Top 6 Reasons The Subprime Bailout is a BAD Idea
Top 6 Reasons The Subprime Bailout is a Terrible Idea, using information from yesterday's WSJ editorial:
1. Investors and mortgage servicers have incentive to avoid foreclosures on their own. Investors typically lose 30% to 50% of the unpaid mortgage balance when a home has to be resold due to foreclosure. So they have every incentive to renegotiate subprime loans that are expected to become delinquent. And that process is already well under way.
2. The U.S. economic and legal systems are built on the sanctity of contract, and even the hint that government is compelling investors who now own these mortgages to take less money puts the U.S. on a very dangerous road.
3. It will raise the future risk premium that investors will demand for investing in U.S. real estate, which means it will be costlier to get a mortgage in the future.
4. Which borrowers will qualify for the lower interest rate payments? Almost all subprime borrowers will argue that they should benefit from loan forgiveness, especially if they've been responsible and sacrificed to make their payments. More than 95% of homeowners are making their payments on time, and it would be unfair for them to pay more in taxes to assist those who've been less responsible.
5. The evidence suggests that even when troubled borrowers receive a generous reset on their mortgage payments, as many of 40% of those borrowers still eventually default. The refinancing plan might only delay the day of reckoning and lead to bigger losses in a falling market.
6. Part of the plan would allow states to float more tax-exempt bonds to refinance subprime borrowers. This is clearly a taxpayer-financed bailout.
Bottom Line: The subprime bailout would be like a taxpayer-funded methadone program for reckless credit junkies and investors. We should learn to "Just Say No" to bad ideas like this.
6 Comments:
Investors typically lose 30% to 50% of the unpaid mortgage balance when a home has to be resold due to foreclosure.

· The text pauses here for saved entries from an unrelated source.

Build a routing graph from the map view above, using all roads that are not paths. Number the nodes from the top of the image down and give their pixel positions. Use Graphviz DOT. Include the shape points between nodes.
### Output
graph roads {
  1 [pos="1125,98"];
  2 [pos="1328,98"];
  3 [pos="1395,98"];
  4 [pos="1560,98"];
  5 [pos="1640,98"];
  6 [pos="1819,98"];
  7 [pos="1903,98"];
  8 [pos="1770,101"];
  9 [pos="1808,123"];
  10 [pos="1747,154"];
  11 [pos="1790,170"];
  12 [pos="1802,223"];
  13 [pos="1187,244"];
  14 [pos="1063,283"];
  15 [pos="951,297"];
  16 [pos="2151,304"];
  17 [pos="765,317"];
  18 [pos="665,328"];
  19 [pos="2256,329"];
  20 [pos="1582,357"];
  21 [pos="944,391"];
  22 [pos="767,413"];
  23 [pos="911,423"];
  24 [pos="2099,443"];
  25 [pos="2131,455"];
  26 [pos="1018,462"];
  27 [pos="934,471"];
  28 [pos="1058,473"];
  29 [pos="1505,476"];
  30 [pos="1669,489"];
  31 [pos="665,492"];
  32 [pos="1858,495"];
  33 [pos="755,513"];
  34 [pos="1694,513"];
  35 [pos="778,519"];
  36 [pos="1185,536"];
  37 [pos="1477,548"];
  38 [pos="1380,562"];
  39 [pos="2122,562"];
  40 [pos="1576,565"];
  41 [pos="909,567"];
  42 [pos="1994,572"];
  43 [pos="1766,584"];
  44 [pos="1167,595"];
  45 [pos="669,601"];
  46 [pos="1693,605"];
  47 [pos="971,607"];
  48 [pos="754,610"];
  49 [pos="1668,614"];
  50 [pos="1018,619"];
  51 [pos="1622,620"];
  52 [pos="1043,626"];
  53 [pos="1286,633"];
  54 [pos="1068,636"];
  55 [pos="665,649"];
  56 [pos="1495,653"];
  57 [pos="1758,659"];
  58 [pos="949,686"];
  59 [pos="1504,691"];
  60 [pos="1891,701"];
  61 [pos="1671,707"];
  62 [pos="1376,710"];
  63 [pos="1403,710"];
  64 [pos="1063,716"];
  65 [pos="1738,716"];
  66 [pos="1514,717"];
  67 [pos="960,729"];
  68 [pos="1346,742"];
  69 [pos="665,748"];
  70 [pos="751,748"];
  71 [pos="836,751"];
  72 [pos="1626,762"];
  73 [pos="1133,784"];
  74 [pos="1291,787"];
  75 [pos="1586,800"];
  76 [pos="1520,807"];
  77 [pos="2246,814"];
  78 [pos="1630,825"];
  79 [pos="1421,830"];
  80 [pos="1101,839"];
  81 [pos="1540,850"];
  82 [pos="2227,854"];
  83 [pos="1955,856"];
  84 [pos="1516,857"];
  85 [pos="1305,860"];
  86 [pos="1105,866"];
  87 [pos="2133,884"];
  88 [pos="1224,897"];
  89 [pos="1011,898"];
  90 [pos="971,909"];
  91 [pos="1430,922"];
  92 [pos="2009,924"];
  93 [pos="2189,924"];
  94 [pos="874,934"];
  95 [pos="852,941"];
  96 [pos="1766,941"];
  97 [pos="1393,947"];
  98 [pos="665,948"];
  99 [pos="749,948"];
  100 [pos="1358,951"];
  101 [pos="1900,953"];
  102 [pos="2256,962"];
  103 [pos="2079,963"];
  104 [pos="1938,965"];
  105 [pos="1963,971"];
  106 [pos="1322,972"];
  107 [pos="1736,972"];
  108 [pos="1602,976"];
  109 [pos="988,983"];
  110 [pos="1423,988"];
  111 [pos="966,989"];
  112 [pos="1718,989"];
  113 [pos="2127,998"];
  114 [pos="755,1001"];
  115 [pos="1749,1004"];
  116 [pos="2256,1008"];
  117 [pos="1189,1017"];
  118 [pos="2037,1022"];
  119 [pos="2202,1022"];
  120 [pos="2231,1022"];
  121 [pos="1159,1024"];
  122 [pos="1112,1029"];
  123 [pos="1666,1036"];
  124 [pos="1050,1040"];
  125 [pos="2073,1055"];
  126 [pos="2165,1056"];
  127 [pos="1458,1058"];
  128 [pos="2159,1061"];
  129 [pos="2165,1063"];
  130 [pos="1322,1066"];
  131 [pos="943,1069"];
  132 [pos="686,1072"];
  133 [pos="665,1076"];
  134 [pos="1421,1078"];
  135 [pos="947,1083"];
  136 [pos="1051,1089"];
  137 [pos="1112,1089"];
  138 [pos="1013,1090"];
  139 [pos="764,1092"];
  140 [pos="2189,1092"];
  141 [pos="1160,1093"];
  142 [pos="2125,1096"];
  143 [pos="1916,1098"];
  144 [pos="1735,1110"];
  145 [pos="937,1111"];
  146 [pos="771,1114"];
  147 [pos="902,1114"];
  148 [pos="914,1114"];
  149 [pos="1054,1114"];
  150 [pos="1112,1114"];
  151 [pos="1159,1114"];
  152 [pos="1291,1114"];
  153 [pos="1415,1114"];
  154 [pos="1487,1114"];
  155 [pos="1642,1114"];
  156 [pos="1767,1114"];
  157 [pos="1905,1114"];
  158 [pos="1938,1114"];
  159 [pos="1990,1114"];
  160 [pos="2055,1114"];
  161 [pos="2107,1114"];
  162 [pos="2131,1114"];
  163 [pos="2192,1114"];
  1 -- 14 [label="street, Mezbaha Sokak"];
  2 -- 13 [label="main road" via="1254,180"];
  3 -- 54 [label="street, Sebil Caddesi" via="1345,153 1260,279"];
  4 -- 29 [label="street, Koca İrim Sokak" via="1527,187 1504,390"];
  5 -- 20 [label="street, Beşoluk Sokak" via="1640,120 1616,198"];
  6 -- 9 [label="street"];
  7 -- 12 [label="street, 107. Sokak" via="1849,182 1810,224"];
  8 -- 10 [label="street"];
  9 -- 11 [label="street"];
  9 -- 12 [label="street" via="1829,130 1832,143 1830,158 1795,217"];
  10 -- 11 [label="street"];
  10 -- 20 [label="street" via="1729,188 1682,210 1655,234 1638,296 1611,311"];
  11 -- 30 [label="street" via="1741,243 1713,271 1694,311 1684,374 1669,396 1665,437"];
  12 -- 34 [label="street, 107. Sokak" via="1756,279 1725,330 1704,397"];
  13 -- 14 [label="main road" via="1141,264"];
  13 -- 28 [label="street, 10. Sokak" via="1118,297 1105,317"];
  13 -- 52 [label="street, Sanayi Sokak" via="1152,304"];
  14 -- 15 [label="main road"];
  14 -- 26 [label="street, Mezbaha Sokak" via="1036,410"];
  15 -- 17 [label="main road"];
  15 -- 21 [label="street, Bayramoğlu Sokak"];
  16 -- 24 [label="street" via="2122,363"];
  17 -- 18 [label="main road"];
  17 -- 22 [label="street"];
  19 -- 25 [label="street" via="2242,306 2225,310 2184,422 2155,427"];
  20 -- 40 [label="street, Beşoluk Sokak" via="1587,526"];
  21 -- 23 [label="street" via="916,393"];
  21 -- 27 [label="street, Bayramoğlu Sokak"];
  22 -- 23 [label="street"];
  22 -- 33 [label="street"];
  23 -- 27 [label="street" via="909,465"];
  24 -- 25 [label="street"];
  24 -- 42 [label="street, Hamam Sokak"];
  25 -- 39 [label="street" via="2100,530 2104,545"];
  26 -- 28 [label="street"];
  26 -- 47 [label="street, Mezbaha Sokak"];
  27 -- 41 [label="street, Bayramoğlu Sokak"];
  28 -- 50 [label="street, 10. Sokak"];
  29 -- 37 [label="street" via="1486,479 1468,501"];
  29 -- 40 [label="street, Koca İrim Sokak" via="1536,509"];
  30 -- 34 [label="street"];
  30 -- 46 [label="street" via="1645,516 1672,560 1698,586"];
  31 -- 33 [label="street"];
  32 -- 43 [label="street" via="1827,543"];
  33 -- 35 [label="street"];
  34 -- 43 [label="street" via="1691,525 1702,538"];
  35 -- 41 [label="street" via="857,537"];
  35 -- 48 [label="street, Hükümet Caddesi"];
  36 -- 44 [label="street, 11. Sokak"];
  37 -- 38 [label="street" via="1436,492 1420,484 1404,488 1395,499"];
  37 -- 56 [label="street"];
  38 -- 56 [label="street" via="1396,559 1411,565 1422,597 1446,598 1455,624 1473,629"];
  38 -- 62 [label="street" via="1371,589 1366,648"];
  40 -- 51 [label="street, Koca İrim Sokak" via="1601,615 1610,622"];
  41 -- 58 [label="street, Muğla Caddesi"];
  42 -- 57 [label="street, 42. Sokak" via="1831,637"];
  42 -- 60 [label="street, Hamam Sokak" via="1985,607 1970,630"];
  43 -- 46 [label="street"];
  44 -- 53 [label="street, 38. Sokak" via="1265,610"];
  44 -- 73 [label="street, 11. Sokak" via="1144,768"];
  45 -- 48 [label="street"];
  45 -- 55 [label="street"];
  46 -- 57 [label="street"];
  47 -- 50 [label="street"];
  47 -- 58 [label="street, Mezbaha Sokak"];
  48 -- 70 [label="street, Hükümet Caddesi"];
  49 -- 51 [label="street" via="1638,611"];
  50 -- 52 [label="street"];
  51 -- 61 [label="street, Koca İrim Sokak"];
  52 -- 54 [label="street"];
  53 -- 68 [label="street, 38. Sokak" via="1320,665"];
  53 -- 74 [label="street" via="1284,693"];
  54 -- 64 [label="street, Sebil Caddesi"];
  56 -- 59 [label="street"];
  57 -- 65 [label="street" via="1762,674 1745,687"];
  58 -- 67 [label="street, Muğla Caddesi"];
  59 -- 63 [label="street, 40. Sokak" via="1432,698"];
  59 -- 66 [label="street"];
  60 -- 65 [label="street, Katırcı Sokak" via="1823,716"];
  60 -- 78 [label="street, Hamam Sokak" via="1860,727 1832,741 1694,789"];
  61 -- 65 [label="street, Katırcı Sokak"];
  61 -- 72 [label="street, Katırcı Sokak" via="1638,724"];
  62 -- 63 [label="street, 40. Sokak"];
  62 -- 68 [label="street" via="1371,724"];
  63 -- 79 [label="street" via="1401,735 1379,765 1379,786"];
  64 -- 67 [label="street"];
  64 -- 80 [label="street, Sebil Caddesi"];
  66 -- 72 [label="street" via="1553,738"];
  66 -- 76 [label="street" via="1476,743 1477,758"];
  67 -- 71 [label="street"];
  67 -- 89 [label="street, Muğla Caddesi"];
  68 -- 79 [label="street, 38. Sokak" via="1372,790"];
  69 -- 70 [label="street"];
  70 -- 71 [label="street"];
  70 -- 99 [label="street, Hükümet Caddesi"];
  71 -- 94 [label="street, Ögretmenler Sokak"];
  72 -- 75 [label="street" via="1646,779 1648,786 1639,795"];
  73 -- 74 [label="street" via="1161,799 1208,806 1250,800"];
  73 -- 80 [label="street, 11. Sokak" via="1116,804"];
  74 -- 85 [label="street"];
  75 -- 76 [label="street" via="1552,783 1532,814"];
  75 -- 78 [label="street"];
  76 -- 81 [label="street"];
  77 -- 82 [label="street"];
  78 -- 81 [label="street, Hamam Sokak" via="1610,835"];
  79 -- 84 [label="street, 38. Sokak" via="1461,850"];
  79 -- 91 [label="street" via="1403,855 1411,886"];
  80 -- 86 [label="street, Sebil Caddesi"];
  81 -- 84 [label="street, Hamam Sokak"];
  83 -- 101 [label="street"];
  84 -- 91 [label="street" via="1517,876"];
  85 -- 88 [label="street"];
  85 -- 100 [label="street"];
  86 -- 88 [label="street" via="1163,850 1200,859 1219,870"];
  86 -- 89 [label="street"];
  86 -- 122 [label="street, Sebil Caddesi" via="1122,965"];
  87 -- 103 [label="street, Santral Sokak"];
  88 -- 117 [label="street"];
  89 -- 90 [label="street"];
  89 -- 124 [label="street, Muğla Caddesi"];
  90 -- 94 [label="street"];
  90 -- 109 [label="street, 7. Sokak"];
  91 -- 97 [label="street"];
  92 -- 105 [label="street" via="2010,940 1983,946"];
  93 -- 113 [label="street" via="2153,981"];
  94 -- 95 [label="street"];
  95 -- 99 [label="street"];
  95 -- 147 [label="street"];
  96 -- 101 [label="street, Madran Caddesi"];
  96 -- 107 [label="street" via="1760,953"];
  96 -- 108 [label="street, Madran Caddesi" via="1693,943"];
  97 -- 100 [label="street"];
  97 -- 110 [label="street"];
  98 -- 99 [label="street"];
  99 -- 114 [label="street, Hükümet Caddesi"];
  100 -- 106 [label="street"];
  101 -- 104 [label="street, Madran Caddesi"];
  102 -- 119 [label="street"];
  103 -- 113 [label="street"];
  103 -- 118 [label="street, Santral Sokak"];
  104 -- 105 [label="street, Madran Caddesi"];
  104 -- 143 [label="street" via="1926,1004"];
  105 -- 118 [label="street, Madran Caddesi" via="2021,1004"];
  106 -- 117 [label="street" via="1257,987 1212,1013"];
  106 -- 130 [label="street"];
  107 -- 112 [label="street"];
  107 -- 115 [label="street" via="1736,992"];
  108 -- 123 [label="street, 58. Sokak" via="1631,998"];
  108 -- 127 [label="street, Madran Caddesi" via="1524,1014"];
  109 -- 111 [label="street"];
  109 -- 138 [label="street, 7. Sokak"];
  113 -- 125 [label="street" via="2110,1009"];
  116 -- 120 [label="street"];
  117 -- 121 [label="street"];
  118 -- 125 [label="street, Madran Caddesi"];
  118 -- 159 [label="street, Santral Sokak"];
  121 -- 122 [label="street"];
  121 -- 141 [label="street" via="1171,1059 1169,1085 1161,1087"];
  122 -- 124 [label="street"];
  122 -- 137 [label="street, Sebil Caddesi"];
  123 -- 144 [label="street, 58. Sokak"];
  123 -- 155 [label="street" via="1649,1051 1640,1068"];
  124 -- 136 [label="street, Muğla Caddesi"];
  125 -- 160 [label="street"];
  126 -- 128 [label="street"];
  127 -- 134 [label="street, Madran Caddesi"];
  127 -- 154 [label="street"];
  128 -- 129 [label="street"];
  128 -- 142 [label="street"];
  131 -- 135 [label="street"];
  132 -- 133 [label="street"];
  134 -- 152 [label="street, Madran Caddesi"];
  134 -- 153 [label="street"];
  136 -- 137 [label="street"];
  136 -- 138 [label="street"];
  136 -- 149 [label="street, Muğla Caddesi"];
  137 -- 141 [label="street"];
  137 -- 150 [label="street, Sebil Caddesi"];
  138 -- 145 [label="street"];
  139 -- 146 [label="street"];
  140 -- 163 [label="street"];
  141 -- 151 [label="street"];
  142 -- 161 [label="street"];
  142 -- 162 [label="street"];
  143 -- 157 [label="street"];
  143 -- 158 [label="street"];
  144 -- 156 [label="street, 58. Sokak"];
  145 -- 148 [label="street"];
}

How is that possibly typical?
I think he meant to say the lenders, rather than the investors.
alex a, how would a lender typically lose 30% to 50% of the unpaid mortgage balance when the home has to be resold due to a foreclosure?
Where do all the extra expenses come from?
"investors" are the people who bought up all the mortgage-backed-securities. when the mortgage service co. has to dump the house in a firesale the investor ultimately looses 30-50% of whats owed on the security he holds.
My bad, I guess I misunderstood that. Carry on.
dks, thank you for the response and to you to alex a.
Why can't foreclosed properties be sold like a regular property for market rates? Why does a foreclosed property have to be sold at such deep discounts?